Wat doe je nu? “Na mijn vertrek bij de VU in 2007ben ik zzp’er geworden. Nu help ik particulieren en organisaties met het beheren van hun archief. Daarnaast schrijf ik een boek over Maria Louise van Hessen-Kassel, de vrouw van de Friese stadhouder Johan Wilem Friso. Een interessante vrouw, die weduwe werd toen Friso op 23-jarige leeftijd verdronk en vervolgens aantrad als regentes in Friesland, terwijl ze nog maar anderhalf jaar in Nederland woonde.”

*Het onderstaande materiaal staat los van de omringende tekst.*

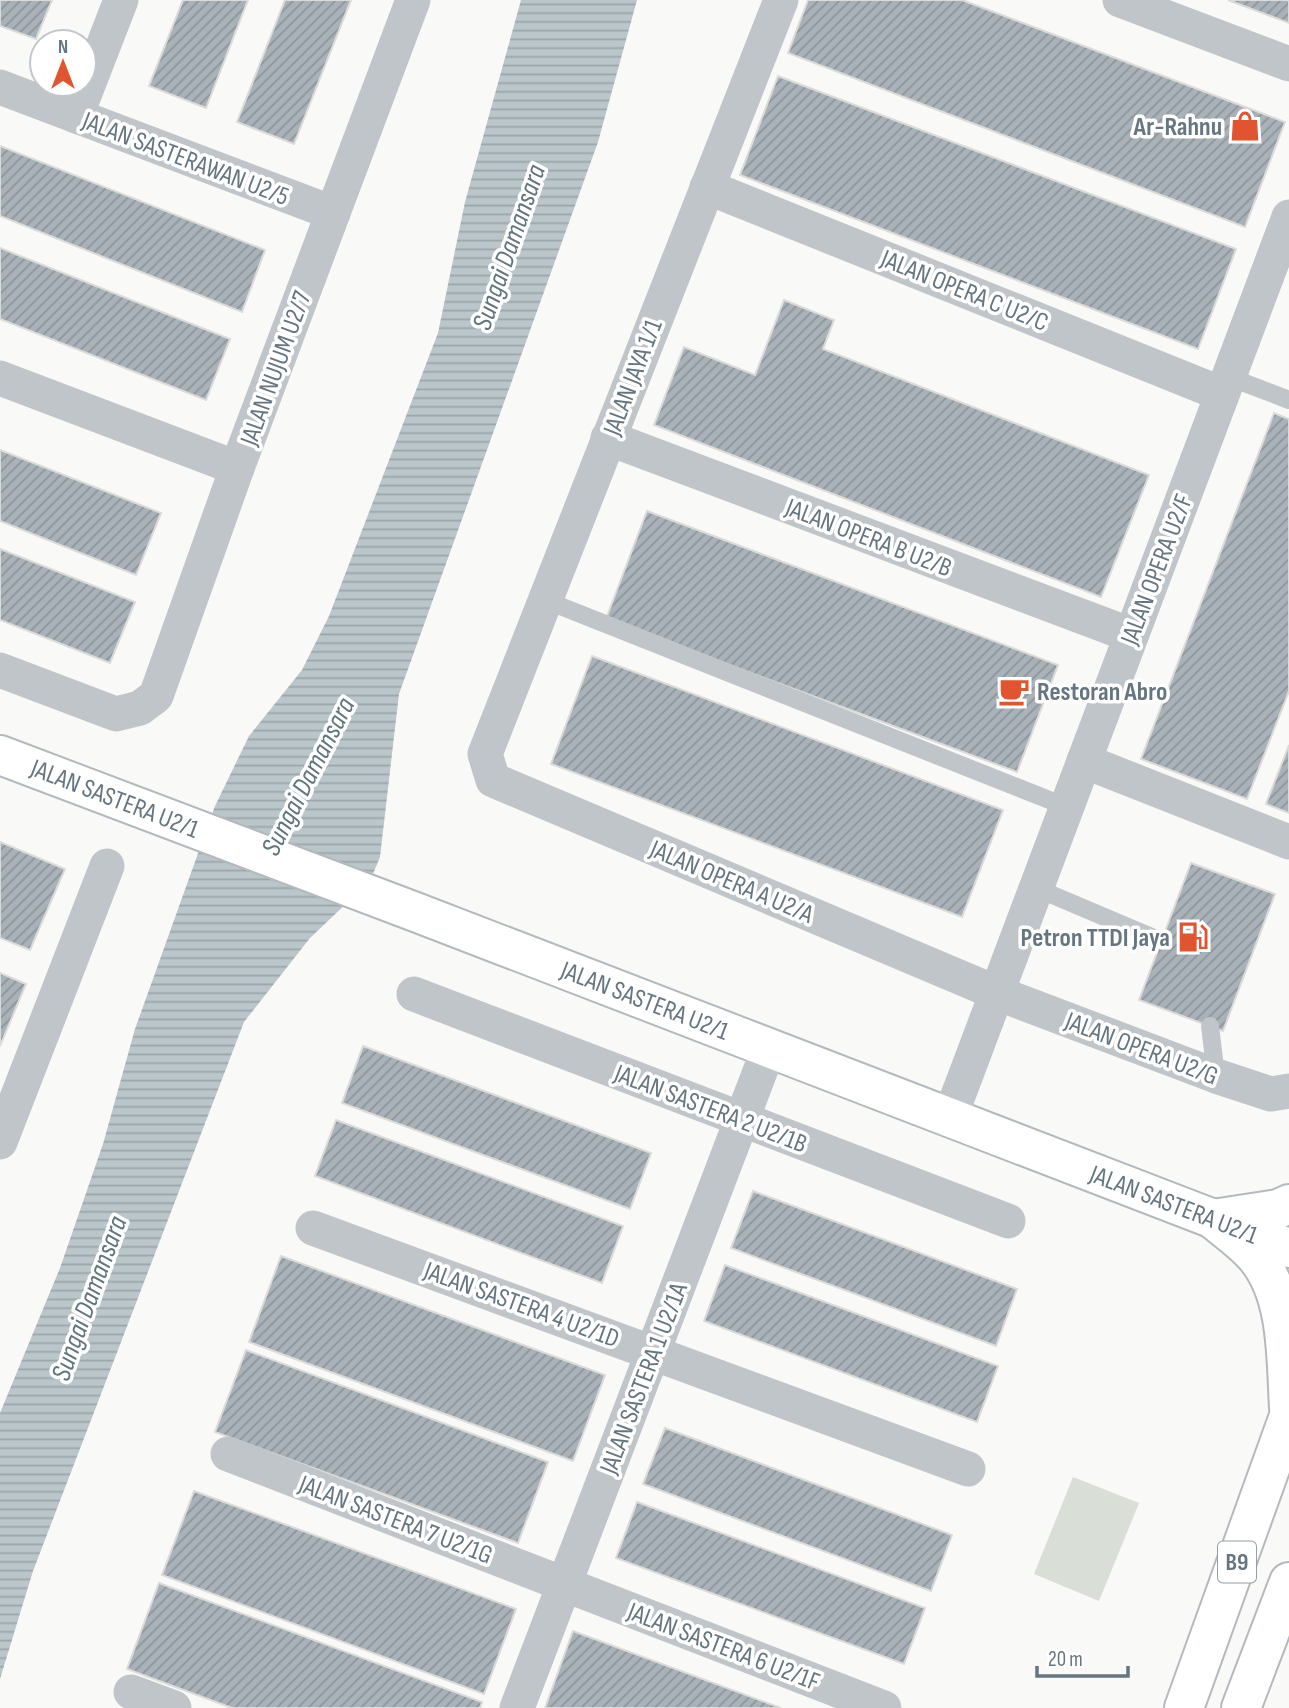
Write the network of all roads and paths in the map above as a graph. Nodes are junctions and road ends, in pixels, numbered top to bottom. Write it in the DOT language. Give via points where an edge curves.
graph roads {
  1 [pos="121,0"];
  2 [pos="414,0"];
  3 [pos="780,0"];
  4 [pos="1120,0"];
  5 [pos="1289,64"];
  6 [pos="0,88"];
  7 [pos="76,116"];
  8 [pos="707,187"];
  9 [pos="332,214"];
  10 [pos="1289,217"];
  11 [pos="0,378"];
  12 [pos="1226,386"];
  13 [pos="1289,400"];
  14 [pos="608,439"];
  15 [pos="237,468"];
  16 [pos="545,600"];
  17 [pos="1131,635"];
  18 [pos="0,670"];
  19 [pos="485,754"];
  20 [pos="0,755"];
  21 [pos="1084,761"];
  22 [pos="1067,807"];
  23 [pos="1289,842"];
  24 [pos="107,866"];
  25 [pos="1036,888"];
  26 [pos="1161,941"];
  27 [pos="997,993"];
  28 [pos="414,994"];
  29 [pos="1210,1026"];
  30 [pos="769,1048"];
  31 [pos="1216,1076"];
  32 [pos="1289,1091"];
  33 [pos="950,1117"];
  34 [pos="741,1120"];
  35 [pos="0,1142"];
  36 [pos="1289,1205"];
  37 [pos="1213,1219"];
  38 [pos="1008,1222"];
  39 [pos="313,1227"];
  40 [pos="1289,1248"];
  41 [pos="652,1352"];
  42 [pos="1289,1408"];
  43 [pos="1289,1416"];
  44 [pos="228,1454"];
  45 [pos="968,1469"];
  46 [pos="1289,1582"];
  47 [pos="564,1584"];
  48 [pos="1258,1690"];
  49 [pos="131,1692"];
  50 [pos="174,1708"];
  51 [pos="517,1708"];
  52 [pos="884,1708"];
  53 [pos="1184,1708"];
  54 [pos="1241,1708"];
  1 -- 7 [label="street"];
  2 -- 9 [label="street, JALAN NUJUM U2/7"];
  3 -- 8 [label="street, JALAN JAYA 1/1"];
  4 -- 5 [label="street"];
  6 -- 7 [label="street, JALAN SASTERAWAN U2/5"];
  7 -- 9 [label="street, JALAN SASTERAWAN U2/5"];
  8 -- 12 [label="street, JALAN OPERA C U2/C"];
  8 -- 14 [label="street, JALAN JAYA 1/1"];
  9 -- 15 [label="street, JALAN NUJUM U2/7"];
  10 -- 12 [label="street, JALAN OPERA U2/F"];
  11 -- 15 [label="street"];
  12 -- 13 [label="lane"];
  12 -- 17 [label="street, JALAN OPERA U2/F"];
  14 -- 16 [label="street, JALAN JAYA 1/1"];
  14 -- 17 [label="street, JALAN OPERA B U2/B"];
  15 -- 18 [label="street, JALAN NUJUM U2/7" via="156,696 140,708 116,714"];
  16 -- 19 [label="street, JALAN JAYA 1/1"];
  16 -- 22 [label="lane"];
  17 -- 21 [label="street, JALAN OPERA U2/F"];
  19 -- 27 [label="street, JALAN OPERA A U2/A" via="493,780"];
  20 -- 30 [label="street, JALAN SASTERA U2/1"];
  21 -- 22 [label="street, JALAN OPERA U2/F"];
  21 -- 23 [label="street"];
  22 -- 25 [label="street, JALAN OPERA U2/F"];
  24 -- 35 [label="street"];
  25 -- 26 [label="lane"];
  25 -- 27 [label="street, JALAN OPERA U2/F"];
  27 -- 31 [label="street, JALAN OPERA U2/G"];
  27 -- 33 [label="street, JALAN OPERA U2/F"];
  28 -- 34 [label="street, JALAN SASTERA 2 U2/1B"];
  29 -- 31 [label="lane"];
  30 -- 33 [label="street, JALAN SASTERA U2/1"];
  30 -- 34 [label="street, JALAN SASTERA 1 U2/1A"];
  31 -- 32 [label="street, JALAN OPERA U2/G" via="1271,1094"];
  33 -- 37 [label="street, JALAN SASTERA U2/1"];
  34 -- 38 [label="street, JALAN SASTERA 2 U2/1B"];
  34 -- 41 [label="street, JALAN SASTERA 1 U2/1A"];
  36 -- 37 [label="street"];
  37 -- 40 [label="street, JALAN SASTERA U2/1"];
  37 -- 42 [label="street" via="1257,1258 1272,1282 1281,1306"];
  39 -- 41 [label="street, JALAN SASTERA 4 U2/1D"];
  41 -- 45 [label="street, JALAN SASTERA 4 U2/1D"];
  41 -- 47 [label="street, JALAN SASTERA 1 U2/1A"];
  43 -- 53 [label="street, B9"];
  44 -- 47 [label="street, JALAN SASTERA 7 U2/1G"];
  46 -- 48 [label="street, B9"];
  47 -- 51 [label="street, JALAN SASTERA 1 U2/1A"];
  47 -- 52 [label="street, JALAN SASTERA 6 U2/1F"];
  48 -- 54 [label="street, B9"];
  49 -- 50 [label="street"];
}
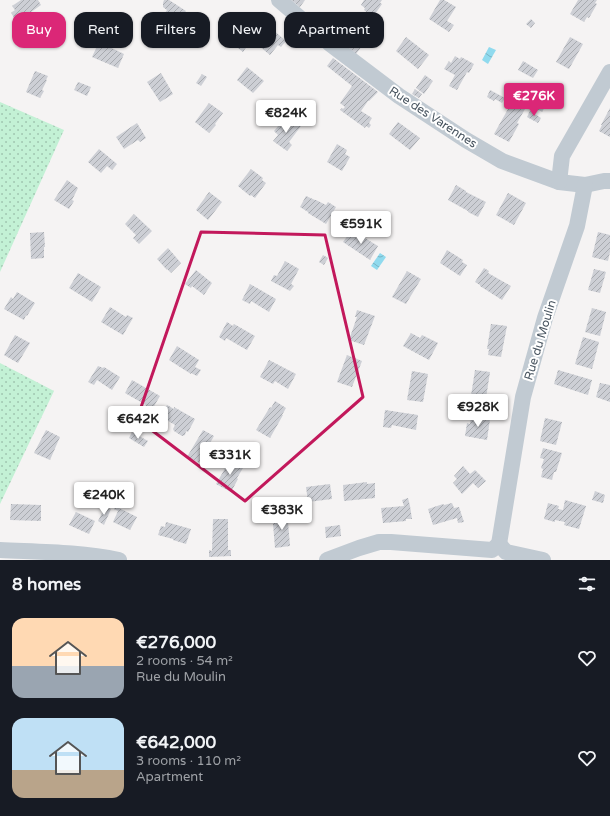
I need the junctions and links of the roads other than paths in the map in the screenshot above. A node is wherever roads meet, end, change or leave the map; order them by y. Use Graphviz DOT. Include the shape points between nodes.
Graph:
graph roads {
  1 [pos="279,0"];
  2 [pos="610,72"];
  3 [pos="610,181"];
  4 [pos="559,182"];
  5 [pos="585,185"];
  6 [pos="499,544"];
  7 [pos="0,550"];
  8 [pos="119,560"];
  9 [pos="327,560"];
  10 [pos="543,560"];
  1 -- 4 [label="street, Rue des Varennes" via="329,43 405,100 502,161"];
  2 -- 4 [label="street" via="562,156"];
  3 -- 5 [label="street, Rue des Varennes"];
  4 -- 5 [label="street, Rue des Varennes"];
  5 -- 6 [label="street, Rue du Moulin" via="577,226 545,318 523,397"];
  6 -- 9 [label="street" via="492,550 379,542"];
  6 -- 10 [label="street" via="506,552"];
  7 -- 8 [label="street"];
}
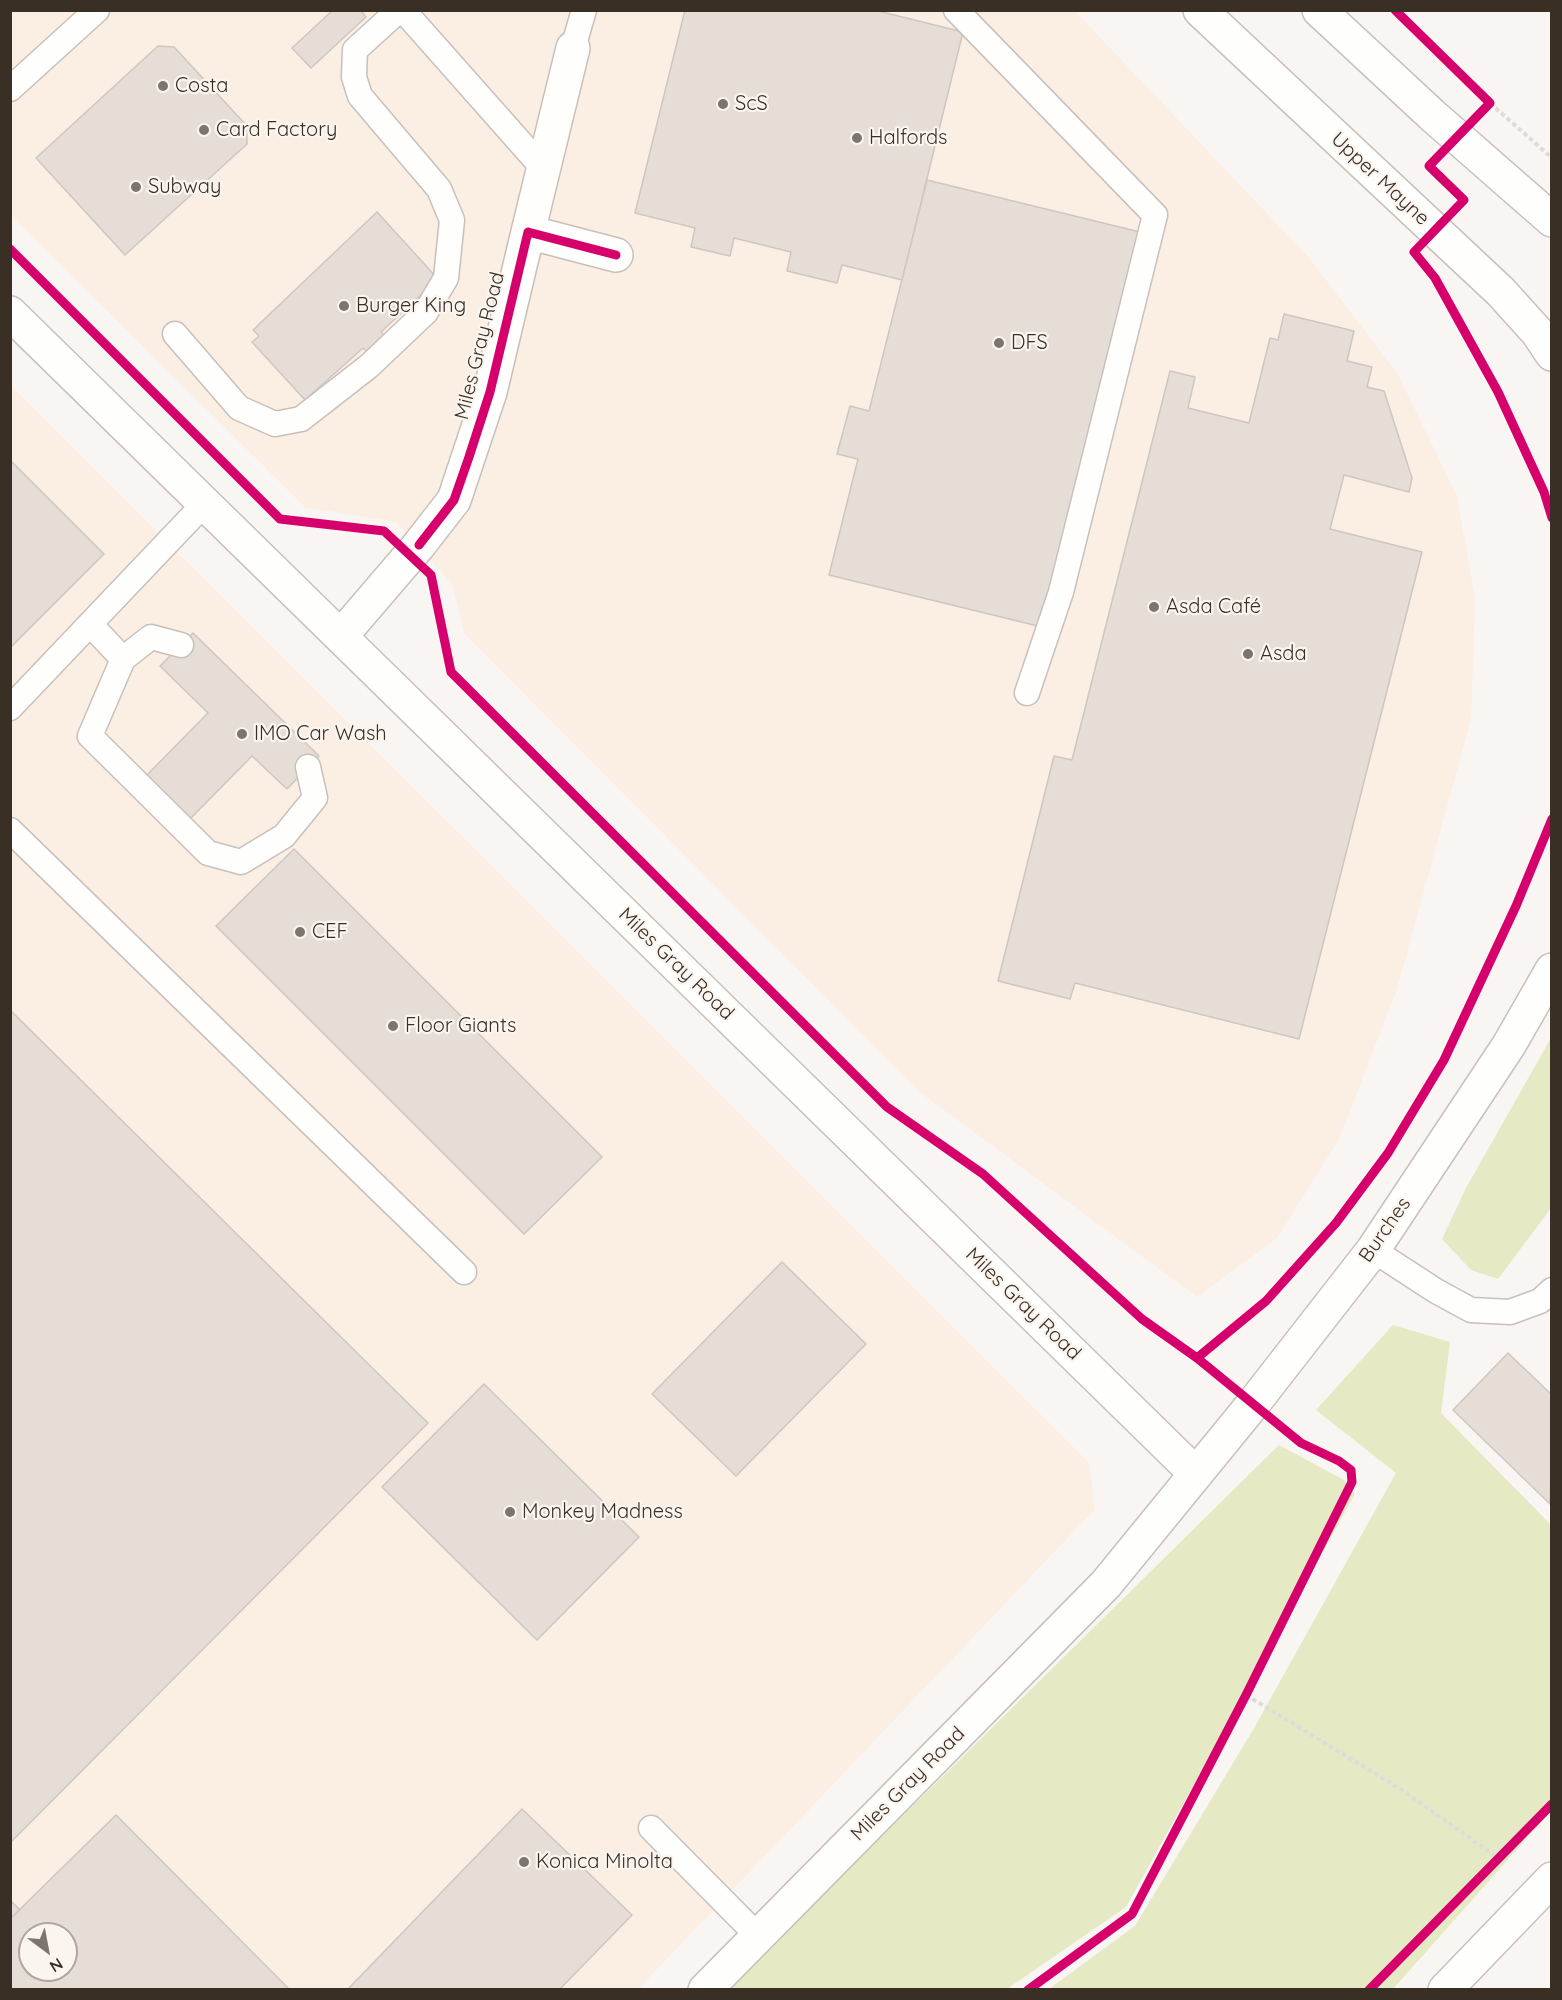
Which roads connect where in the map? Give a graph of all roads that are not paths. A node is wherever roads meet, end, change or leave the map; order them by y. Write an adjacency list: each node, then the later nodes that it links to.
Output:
1 (97, 10): 8 (lane)
2 (401, 10): 9 (lane); 14 (lane)
3 (584, 10): 7 (lane)
4 (956, 10): 21 (lane)
5 (1200, 10): 15 (main road, Upper Mayne)
6 (1319, 10): 10 (main road)
7 (573, 48): 9 (main road, Miles Gray Road)
8 (10, 89)
9 (542, 167): 11 (main road, Miles Gray Road)
10 (1551, 220)
11 (528, 232): 12 (main road); 18 (main road, Miles Gray Road)
12 (616, 255)
13 (10, 313): 16 (main road, Miles Gray Road)
14 (175, 334)
15 (1551, 354)
16 (205, 503): 17 (lane); 18 (main road, Miles Gray Road)
17 (90, 624): 20 (lane); 22 (lane)
18 (340, 636): 29 (main road, Miles Gray Road)
19 (181, 645): 20 (lane)
20 (123, 659): 23 (lane)
21 (1027, 693)
22 (10, 708)
23 (308, 767)
24 (10, 830): 27 (lane)
25 (1551, 970): 26 (main road, Burches)
26 (1373, 1250): 28 (lane); 29 (main road, Burches)
27 (464, 1272)
28 (1551, 1290)
29 (1196, 1474): 32 (main road, Miles Gray Road)
30 (651, 1828): 32 (lane)
31 (1551, 1879): 34 (main road)
32 (758, 1936): 33 (main road, Miles Gray Road)
33 (705, 1989)
34 (1445, 1989)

Wat blijft je altijd bij van je studie? “Voor het vak economie deed ik archiefonderzoek bij het bedrijf Stork in Hengelo. Dit archief zat in een kluis in de feestzaal van Stork. Een heel bijzondere plek om te werken, maar ook eng: wat als de kluis ineens dicht zou vallen en iedereen me zou vergeten? Ook heel bijzonder vond ik het eerste archiefonderzoek dat ik deed, op het Algemeen Rijksarchief in Den Haag. Hier onderzocht ik de boekhouding van een slavenplantage. Het boek stonk, omdat het uit de tropen kwam en er zat zelfs nog een dood vliegje tussen de pagina’s. Dan realiseer je je dat ruim een eeuw geleden iemand anders dit boek in handen heeft gehad, en komt de geschiedenis heel dichtbij.”